__TASK REQUIREMENTS__: Down to the last line, transcribe the records verbatim and exclude the images.

__RECORDS FOR THIS TASK__:

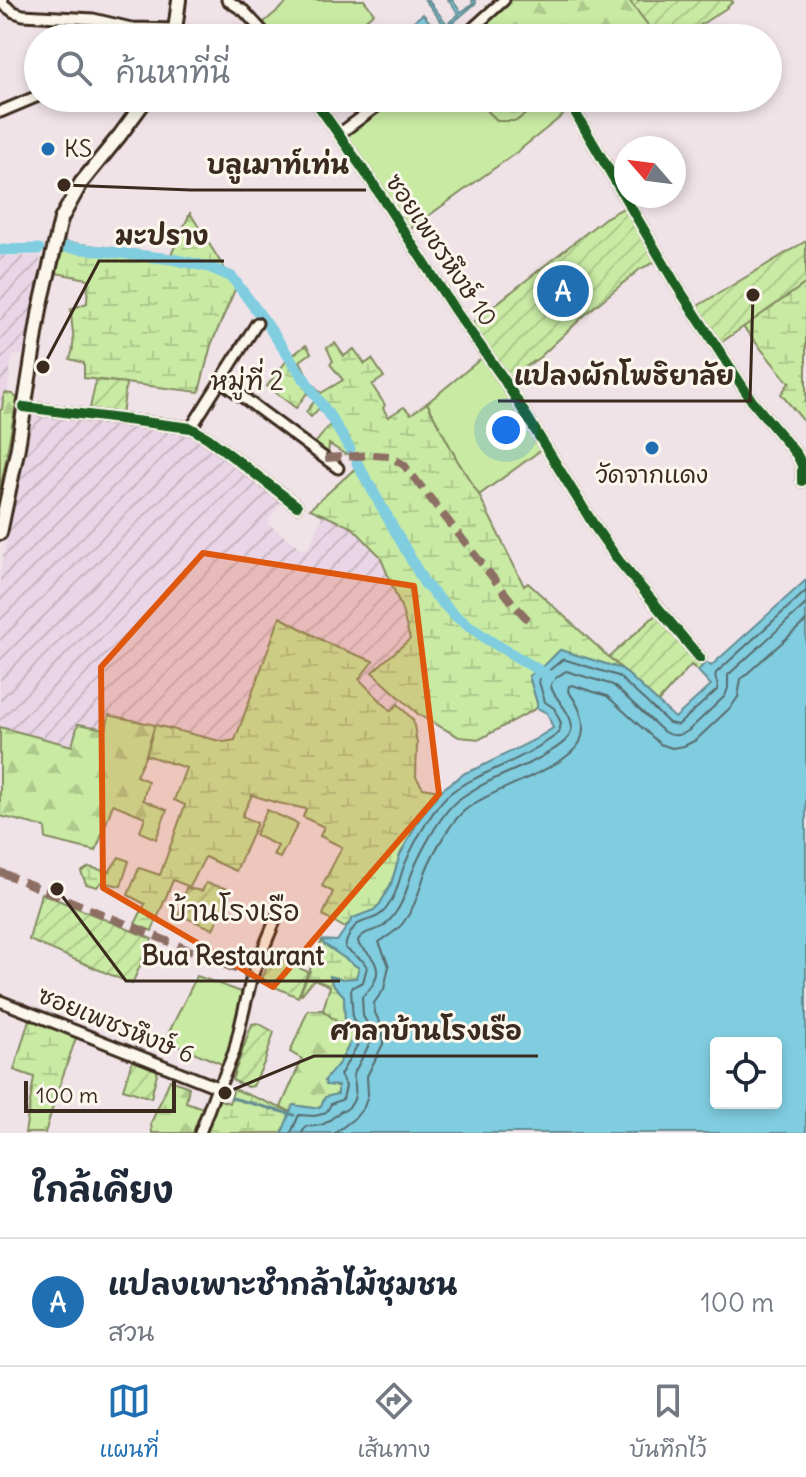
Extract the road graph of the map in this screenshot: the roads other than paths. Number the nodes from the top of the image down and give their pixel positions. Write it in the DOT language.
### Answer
graph roads {
  1 [pos="2,0"];
  2 [pos="179,0"];
  3 [pos="227,0"];
  4 [pos="504,0"];
  5 [pos="114,24"];
  6 [pos="175,24"];
  7 [pos="256,24"];
  8 [pos="477,24"];
  9 [pos="24,102"];
  10 [pos="0,112"];
  11 [pos="137,112"];
  12 [pos="323,112"];
  13 [pos="369,112"];
  14 [pos="575,112"];
  15 [pos="339,134"];
  16 [pos="257,323"];
  17 [pos="221,381"];
  18 [pos="24,407"];
  19 [pos="191,428"];
  20 [pos="338,468"];
  21 [pos="802,481"];
  22 [pos="297,506"];
  23 [pos="0,533"];
  24 [pos="700,658"];
  25 [pos="277,916"];
  26 [pos="0,1001"];
  27 [pos="217,1087"];
  28 [pos="200,1133"];
  1 -- 5 [label="street"];
  2 -- 6 [label="main road"];
  3 -- 7 [label="street"];
  4 -- 8 [label="street"];
  9 -- 10 [label="street"];
  11 -- 18 [label="main road"];
  12 -- 15 [label="street, ซอยเพชรหึงษ์ 10"];
  13 -- 15 [label="street"];
  14 -- 21 [label="street"];
  15 -- 24 [label="street, ซอยเพชรหึงษ์ 10"];
  16 -- 17 [label="street"];
  17 -- 19 [label="street"];
  17 -- 20 [label="street"];
  18 -- 19 [label="street"];
  18 -- 23 [label="main road"];
  19 -- 22 [label="street"];
  25 -- 27 [label="street"];
  26 -- 27 [label="street, ซอยเพชรหึงษ์ 6"];
  27 -- 28 [label="street"];
}
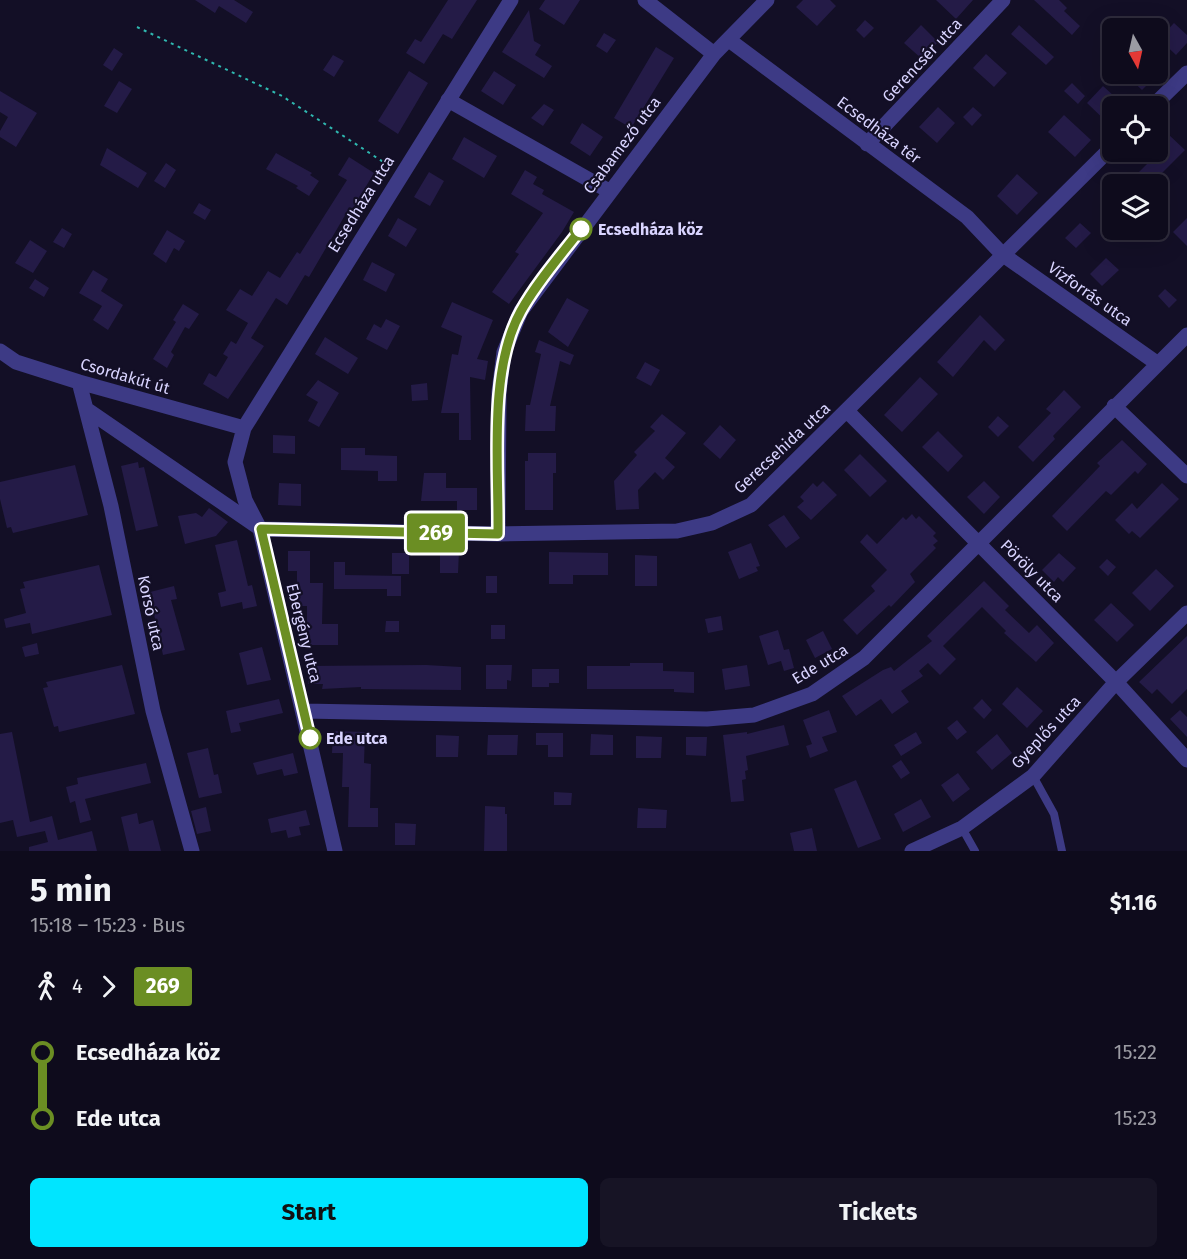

__RESULT OF THIS EXERCISE__:
Extract the road graph of the map in this screenshot: the roads other than paths. Number the nodes from the top of the image down and give their pixel positions. Write it in the DOT language.
### Answer
graph roads {
  1 [pos="2,0"];
  2 [pos="179,0"];
  3 [pos="227,0"];
  4 [pos="504,0"];
  5 [pos="114,24"];
  6 [pos="175,24"];
  7 [pos="256,24"];
  8 [pos="477,24"];
  9 [pos="24,102"];
  10 [pos="0,112"];
  11 [pos="137,112"];
  12 [pos="323,112"];
  13 [pos="369,112"];
  14 [pos="575,112"];
  15 [pos="339,134"];
  16 [pos="257,323"];
  17 [pos="221,381"];
  18 [pos="24,407"];
  19 [pos="191,428"];
  20 [pos="338,468"];
  21 [pos="802,481"];
  22 [pos="297,506"];
  23 [pos="0,533"];
  24 [pos="700,658"];
  25 [pos="277,916"];
  26 [pos="0,1001"];
  27 [pos="217,1087"];
  28 [pos="200,1133"];
  1 -- 5 [label="street"];
  2 -- 6 [label="main road"];
  3 -- 7 [label="street"];
  4 -- 8 [label="street"];
  9 -- 10 [label="street"];
  11 -- 18 [label="main road"];
  12 -- 15 [label="street, ซอยเพชรหึงษ์ 10"];
  13 -- 15 [label="street"];
  14 -- 21 [label="street"];
  15 -- 24 [label="street, ซอยเพชรหึงษ์ 10"];
  16 -- 17 [label="street"];
  17 -- 19 [label="street"];
  17 -- 20 [label="street"];
  18 -- 19 [label="street"];
  18 -- 23 [label="main road"];
  19 -- 22 [label="street"];
  25 -- 27 [label="street"];
  26 -- 27 [label="street, ซอยเพชรหึงษ์ 6"];
  27 -- 28 [label="street"];
}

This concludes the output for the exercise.